Supplied material:

________

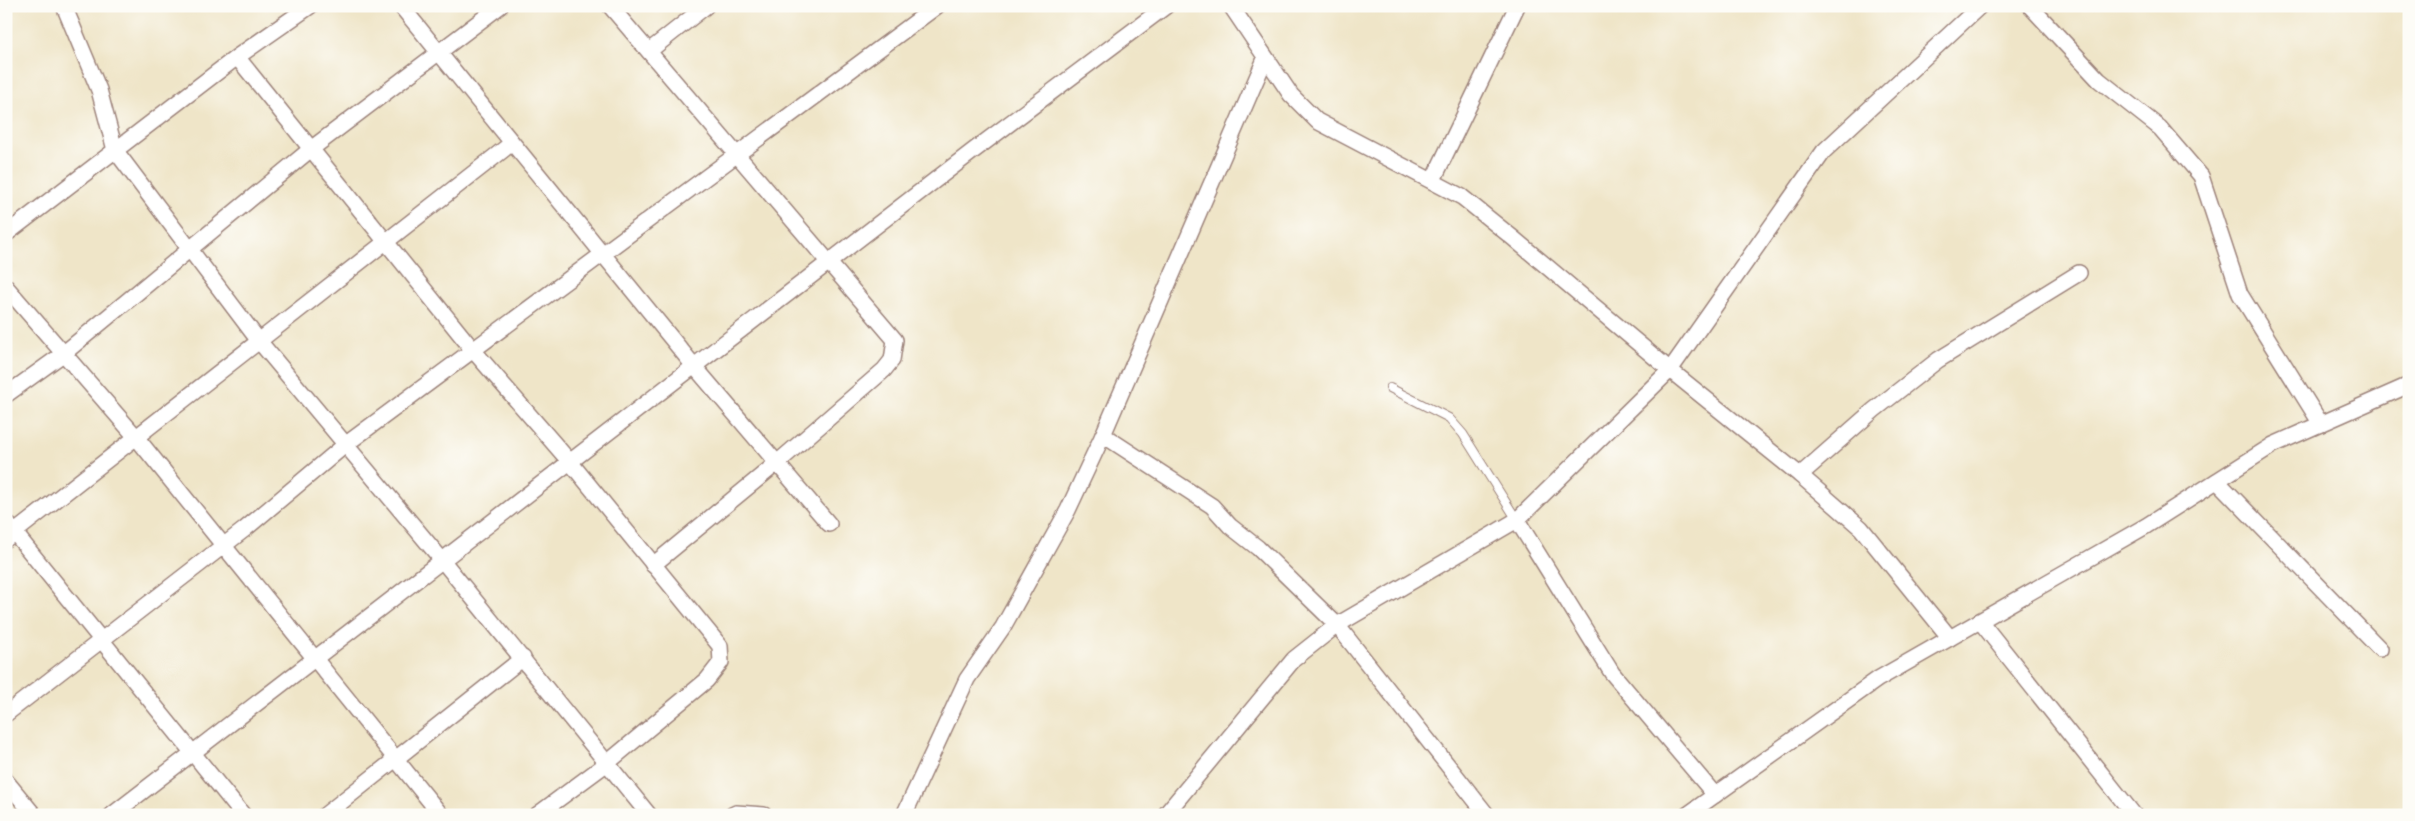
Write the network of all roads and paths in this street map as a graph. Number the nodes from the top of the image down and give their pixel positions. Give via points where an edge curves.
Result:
1 (64, 6) edge
2 (310, 6) edge
3 (402, 6) edge
4 (500, 6) edge
5 (610, 6) edge
6 (706, 6) edge
7 (937, 6) edge
8 (1166, 6) edge
9 (1231, 6) edge
10 (1517, 6) edge
11 (1980, 6) edge
12 (2030, 6) edge
13 (648, 51) junction
14 (439, 52) junction
15 (237, 57) junction
16 (1265, 59) junction
17 (512, 143) junction
18 (311, 149) junction
19 (115, 150) junction
20 (737, 155) junction
21 (1433, 180) junction
22 (6, 234) edge
23 (386, 242) junction
24 (190, 250) junction
25 (603, 254) junction
26 (829, 262) junction
27 (2079, 273) dead end
28 (6, 287) edge
29 (259, 341) junction
30 (473, 350) junction
31 (63, 354) junction
32 (694, 366) junction
33 (1670, 370) junction
34 (2408, 387) edge
35 (1390, 388) dead end
36 (6, 395) edge
37 (2321, 424) junction
38 (1103, 436) junction
39 (136, 438) junction
40 (345, 445) junction
41 (570, 462) junction
42 (777, 463) junction
43 (1800, 474) junction
44 (2217, 481) junction
45 (1517, 520) junction
46 (829, 524) dead end
47 (9, 531) edge
48 (224, 546) junction
49 (442, 560) junction
50 (653, 565) junction
51 (1980, 621) junction
52 (1337, 625) junction
53 (1950, 638) junction
54 (102, 640) junction
55 (2380, 649) dead end
56 (315, 658) junction
57 (523, 658) junction
58 (6, 714) edge
59 (193, 752) junction
60 (396, 758) junction
61 (606, 764) junction
62 (6, 781) edge
63 (1715, 795) junction
64 (34, 815) edge
65 (112, 815) edge
66 (243, 815) edge
67 (325, 815) edge
68 (441, 815) edge
69 (537, 815) edge
70 (649, 815) edge
71 (732, 815) edge
72 (764, 815) edge
73 (904, 815) edge
74 (1165, 815) edge
75 (1487, 815) edge
76 (1687, 815) edge
77 (2134, 815) edge

1 - 19 street via 99,90
2 - 15 street
3 - 14 street
4 - 14 street
5 - 13 street
6 - 13 street
7 - 20 street
8 - 26 street
9 - 16 street
10 - 21 street
11 - 33 street via 1824,151
12 - 37 street via 2099,80 2160,128 2201,176 2240,294
13 - 20 street
14 - 17 street
14 - 18 street
15 - 18 street
15 - 19 street
16 - 21 street via 1291,95 1317,121
16 - 38 street
17 - 23 street
17 - 25 street
18 - 23 street
18 - 24 street
19 - 22 street
19 - 24 street
20 - 25 street
20 - 26 street
21 - 33 street via 1462,197
23 - 29 street
23 - 30 street
24 - 29 street
24 - 31 street
25 - 30 street
25 - 32 street
26 - 32 street
26 - 42 street via 895,340 892,360
27 - 43 street via 1938,360
28 - 31 street
29 - 39 street
29 - 40 street
30 - 40 street
30 - 41 street
31 - 36 street
31 - 39 street
32 - 41 street
32 - 42 street
33 - 43 street
33 - 45 street
34 - 37 street
35 - 45 lane via 1449,418 1463,434
37 - 44 street via 2273,445
38 - 52 street via 1212,506
38 - 73 street via 1068,510 1003,627 967,679
39 - 47 street
39 - 48 street
40 - 48 street
40 - 49 street
41 - 49 street
41 - 50 street
42 - 46 street
42 - 50 street
43 - 53 street via 1861,528
44 - 51 street via 2146,526
44 - 55 street
45 - 52 street
45 - 63 street via 1612,673
47 - 54 street
48 - 54 street
48 - 56 street
49 - 56 street
49 - 57 street
50 - 61 street via 720,646 721,662 707,680
51 - 53 street
51 - 77 street
52 - 74 street via 1294,660
52 - 75 street
53 - 63 street via 1878,679
54 - 58 street
54 - 59 street
56 - 59 street
56 - 60 street
57 - 60 street
57 - 61 street
59 - 65 street
59 - 66 street
60 - 67 street
60 - 68 street
61 - 69 street
61 - 70 street
62 - 64 street
63 - 76 street
71 - 72 street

________

Problem to work on: For an answer, give a copy of every line in the listing that holds the word "dead".

Your solution:
27 (2079, 273) dead end
35 (1390, 388) dead end
46 (829, 524) dead end
55 (2380, 649) dead end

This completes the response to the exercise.